I was attempting a Valentine's day ficlet for Mav (♥) and ended up adding to something, fittingly enough, started in an AIM conversation with her. I'm reposting the first part for the enjoyment of everyone that actually reads what's posted here (more ♥).
No beta, and the first part especially was just sort of stream of consciousness so I can't even promise that it makes all that much sense!

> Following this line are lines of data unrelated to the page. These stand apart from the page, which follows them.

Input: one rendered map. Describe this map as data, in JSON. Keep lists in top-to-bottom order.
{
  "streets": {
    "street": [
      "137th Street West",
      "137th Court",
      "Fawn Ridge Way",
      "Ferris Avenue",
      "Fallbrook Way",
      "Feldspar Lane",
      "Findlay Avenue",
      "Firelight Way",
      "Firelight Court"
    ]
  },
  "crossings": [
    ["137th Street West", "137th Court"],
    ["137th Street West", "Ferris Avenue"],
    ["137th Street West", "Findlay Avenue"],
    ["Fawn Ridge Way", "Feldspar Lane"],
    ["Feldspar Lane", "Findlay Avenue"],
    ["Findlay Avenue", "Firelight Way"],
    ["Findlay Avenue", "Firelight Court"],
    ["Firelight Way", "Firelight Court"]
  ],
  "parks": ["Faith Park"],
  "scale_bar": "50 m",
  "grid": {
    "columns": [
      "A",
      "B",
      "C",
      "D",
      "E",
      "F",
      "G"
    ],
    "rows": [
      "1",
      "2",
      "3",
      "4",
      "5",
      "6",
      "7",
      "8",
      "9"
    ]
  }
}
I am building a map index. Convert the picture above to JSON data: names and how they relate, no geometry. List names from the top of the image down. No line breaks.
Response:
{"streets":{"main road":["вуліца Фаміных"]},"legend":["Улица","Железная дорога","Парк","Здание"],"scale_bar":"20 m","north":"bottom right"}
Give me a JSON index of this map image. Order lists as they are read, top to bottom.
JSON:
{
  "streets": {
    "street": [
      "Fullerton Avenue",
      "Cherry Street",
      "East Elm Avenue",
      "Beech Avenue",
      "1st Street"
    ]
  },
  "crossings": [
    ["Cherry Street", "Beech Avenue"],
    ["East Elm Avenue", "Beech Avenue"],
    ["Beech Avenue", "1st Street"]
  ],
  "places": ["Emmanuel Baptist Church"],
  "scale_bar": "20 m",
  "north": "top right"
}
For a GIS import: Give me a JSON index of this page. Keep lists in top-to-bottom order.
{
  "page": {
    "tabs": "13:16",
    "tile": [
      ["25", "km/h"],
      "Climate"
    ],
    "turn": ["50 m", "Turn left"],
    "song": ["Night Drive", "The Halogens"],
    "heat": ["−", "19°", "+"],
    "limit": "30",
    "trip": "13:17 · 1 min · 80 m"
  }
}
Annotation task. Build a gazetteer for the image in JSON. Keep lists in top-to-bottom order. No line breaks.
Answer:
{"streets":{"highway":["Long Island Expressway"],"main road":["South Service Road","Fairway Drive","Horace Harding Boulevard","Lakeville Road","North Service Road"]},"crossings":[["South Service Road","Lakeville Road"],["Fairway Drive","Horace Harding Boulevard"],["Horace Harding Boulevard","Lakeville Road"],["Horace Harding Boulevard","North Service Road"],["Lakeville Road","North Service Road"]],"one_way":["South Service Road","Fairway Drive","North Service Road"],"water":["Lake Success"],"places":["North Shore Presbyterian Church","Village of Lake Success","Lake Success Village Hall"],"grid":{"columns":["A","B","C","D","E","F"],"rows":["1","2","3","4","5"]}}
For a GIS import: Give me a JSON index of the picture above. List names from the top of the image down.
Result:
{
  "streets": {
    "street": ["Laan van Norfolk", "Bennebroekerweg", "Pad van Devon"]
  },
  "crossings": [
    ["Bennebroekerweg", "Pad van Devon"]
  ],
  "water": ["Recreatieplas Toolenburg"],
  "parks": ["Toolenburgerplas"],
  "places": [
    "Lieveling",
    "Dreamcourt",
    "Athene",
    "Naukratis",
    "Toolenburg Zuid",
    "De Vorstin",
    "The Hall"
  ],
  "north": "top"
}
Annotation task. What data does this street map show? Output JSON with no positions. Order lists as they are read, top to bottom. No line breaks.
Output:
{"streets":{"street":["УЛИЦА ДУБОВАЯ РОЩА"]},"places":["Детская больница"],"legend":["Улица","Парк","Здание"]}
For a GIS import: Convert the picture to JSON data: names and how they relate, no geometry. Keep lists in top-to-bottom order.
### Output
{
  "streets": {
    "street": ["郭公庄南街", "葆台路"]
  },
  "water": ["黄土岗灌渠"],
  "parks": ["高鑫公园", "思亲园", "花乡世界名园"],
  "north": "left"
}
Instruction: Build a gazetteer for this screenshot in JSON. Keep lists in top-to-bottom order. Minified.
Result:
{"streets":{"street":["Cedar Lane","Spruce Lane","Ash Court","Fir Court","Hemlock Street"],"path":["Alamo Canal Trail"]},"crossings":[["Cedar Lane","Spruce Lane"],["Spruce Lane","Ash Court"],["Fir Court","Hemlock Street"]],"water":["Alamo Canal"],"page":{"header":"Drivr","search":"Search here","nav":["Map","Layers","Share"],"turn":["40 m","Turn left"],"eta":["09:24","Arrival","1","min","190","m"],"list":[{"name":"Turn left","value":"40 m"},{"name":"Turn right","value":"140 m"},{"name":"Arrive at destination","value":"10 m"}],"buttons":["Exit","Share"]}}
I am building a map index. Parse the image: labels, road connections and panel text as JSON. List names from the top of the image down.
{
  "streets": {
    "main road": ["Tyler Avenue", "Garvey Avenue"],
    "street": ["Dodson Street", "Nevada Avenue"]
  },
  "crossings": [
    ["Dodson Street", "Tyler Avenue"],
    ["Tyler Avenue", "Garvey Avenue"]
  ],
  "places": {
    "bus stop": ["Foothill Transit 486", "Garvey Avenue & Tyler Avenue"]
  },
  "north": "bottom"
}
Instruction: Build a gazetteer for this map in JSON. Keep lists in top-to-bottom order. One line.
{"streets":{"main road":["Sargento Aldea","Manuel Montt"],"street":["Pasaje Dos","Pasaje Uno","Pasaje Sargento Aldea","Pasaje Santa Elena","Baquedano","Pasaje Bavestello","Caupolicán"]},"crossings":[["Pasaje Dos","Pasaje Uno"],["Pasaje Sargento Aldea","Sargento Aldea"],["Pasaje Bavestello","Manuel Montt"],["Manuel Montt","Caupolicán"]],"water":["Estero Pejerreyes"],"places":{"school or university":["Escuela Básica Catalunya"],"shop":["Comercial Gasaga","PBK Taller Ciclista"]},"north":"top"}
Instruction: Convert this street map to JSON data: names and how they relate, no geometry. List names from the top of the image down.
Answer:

The first segment was written a few weeks back and is set just after Cyberwoman. It's Ianto's POV. The second segment is set post-series one finale. Rated PG-13, and featuring... Jack/Ianto, Rose/Doctor, teensy bit of Jack/Rose
I.
I don't want to go to work today, and I never say that. Really, if you knew me at all, you'd know that I never say that. I live for my job; they don't realise it, no one realises it, but I do. The rest of my life is shadows. I have family, but they're on the fringes; can't let them too close or they might get swallowed up. Like everything, like Lisa, that's what happens when you make the decision to have a life and a job like this, you risk everything. I could have lost her every day, every minute of every day, she was in danger and eventually it happened; she died she kind of died she almost died she sort of died but not really because I kept her alive and in the basement, splayed out on a table with nothing but the rats and a cd player to keep her company, how did she stand it how did I stand it, and now I have to go back there every day and face all of those people that don't know me but think they do. I hate that this is the insight I gave them, tears and a snotty nose, choking on my own grief before her blood was even cold. They saw one side of me, one raw and jagged side, and what if they think that's all there is to me now?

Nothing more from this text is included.